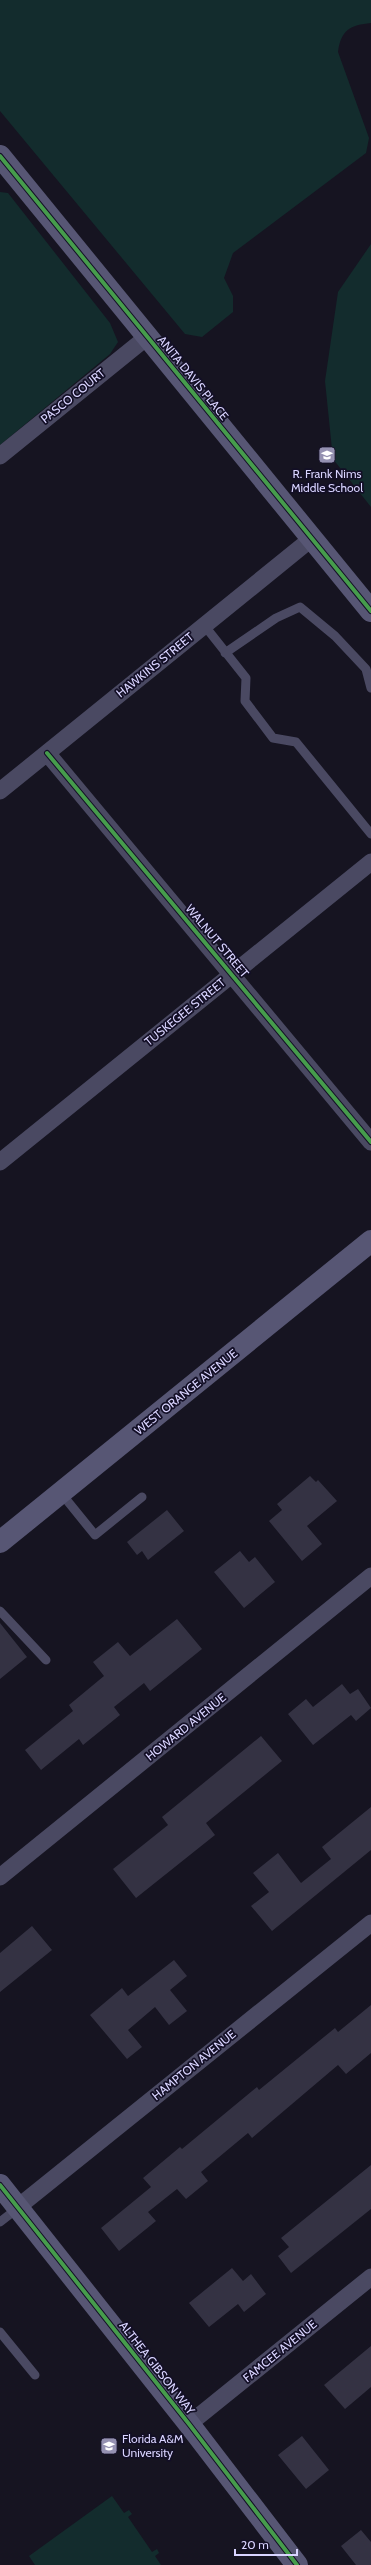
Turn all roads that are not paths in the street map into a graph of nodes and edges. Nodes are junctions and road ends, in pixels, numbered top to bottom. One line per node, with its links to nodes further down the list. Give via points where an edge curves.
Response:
1 (0, 156): 2 (street, ANITA DAVIS PLACE)
2 (147, 337): 3 (street, PASCO COURT); 4 (street, ANITA DAVIS PLACE)
3 (0, 456)
4 (311, 539): 5 (street, ANITA DAVIS PLACE); 6 (street, HAWKINS STREET)
5 (371, 611)
6 (204, 625): 7 (lane); 9 (street, HAWKINS STREET)
7 (226, 653): 8 (lane, via 276,618 300,608 335,636 366,669); 11 (lane, via 246,678 245,701 273,738 296,742)
8 (371, 688)
9 (47, 753): 10 (street, HAWKINS STREET); 13 (street, WALNUT STREET)
10 (0, 790)
11 (371, 834)
12 (371, 862): 13 (street, TUSKEGEE STREET)
13 (232, 975): 14 (street, WALNUT STREET); 15 (street, TUSKEGEE STREET)
14 (371, 1142)
15 (0, 1162)
16 (371, 1241): 17 (street, WEST ORANGE AVENUE)
17 (61, 1493): 18 (lane, via 95,1535); 19 (street, WEST ORANGE AVENUE)
18 (142, 1496)
19 (0, 1542)
20 (371, 1576): 23 (street, HOWARD AVENUE)
21 (0, 1611): 22 (lane)
22 (46, 1660)
23 (0, 1877)
24 (371, 1923): 26 (street, HAMPTON AVENUE)
25 (1, 2189): 26 (street, ALTHEA GIBSON WAY)
26 (18, 2207): 27 (lane); 31 (street, ALTHEA GIBSON WAY)
27 (0, 2222)
28 (371, 2277): 31 (street, FAMCEE AVENUE)
29 (0, 2332): 30 (lane)
30 (35, 2375)
31 (190, 2424): 32 (street, ALTHEA GIBSON WAY)
32 (297, 2565)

^^^^

YOUR OBJECTIVE: Please output each line above exactly and omit all images.

RESULT OF THIS TASK:
Turn all roads that are not paths in the street map into a graph of nodes and edges. Nodes are junctions and road ends, in pixels, numbered top to bottom. One line per node, with its links to nodes further down the list. Give via points where an edge curves.
Response:
1 (0, 156): 2 (street, ANITA DAVIS PLACE)
2 (147, 337): 3 (street, PASCO COURT); 4 (street, ANITA DAVIS PLACE)
3 (0, 456)
4 (311, 539): 5 (street, ANITA DAVIS PLACE); 6 (street, HAWKINS STREET)
5 (371, 611)
6 (204, 625): 7 (lane); 9 (street, HAWKINS STREET)
7 (226, 653): 8 (lane, via 276,618 300,608 335,636 366,669); 11 (lane, via 246,678 245,701 273,738 296,742)
8 (371, 688)
9 (47, 753): 10 (street, HAWKINS STREET); 13 (street, WALNUT STREET)
10 (0, 790)
11 (371, 834)
12 (371, 862): 13 (street, TUSKEGEE STREET)
13 (232, 975): 14 (street, WALNUT STREET); 15 (street, TUSKEGEE STREET)
14 (371, 1142)
15 (0, 1162)
16 (371, 1241): 17 (street, WEST ORANGE AVENUE)
17 (61, 1493): 18 (lane, via 95,1535); 19 (street, WEST ORANGE AVENUE)
18 (142, 1496)
19 (0, 1542)
20 (371, 1576): 23 (street, HOWARD AVENUE)
21 (0, 1611): 22 (lane)
22 (46, 1660)
23 (0, 1877)
24 (371, 1923): 26 (street, HAMPTON AVENUE)
25 (1, 2189): 26 (street, ALTHEA GIBSON WAY)
26 (18, 2207): 27 (lane); 31 (street, ALTHEA GIBSON WAY)
27 (0, 2222)
28 (371, 2277): 31 (street, FAMCEE AVENUE)
29 (0, 2332): 30 (lane)
30 (35, 2375)
31 (190, 2424): 32 (street, ALTHEA GIBSON WAY)
32 (297, 2565)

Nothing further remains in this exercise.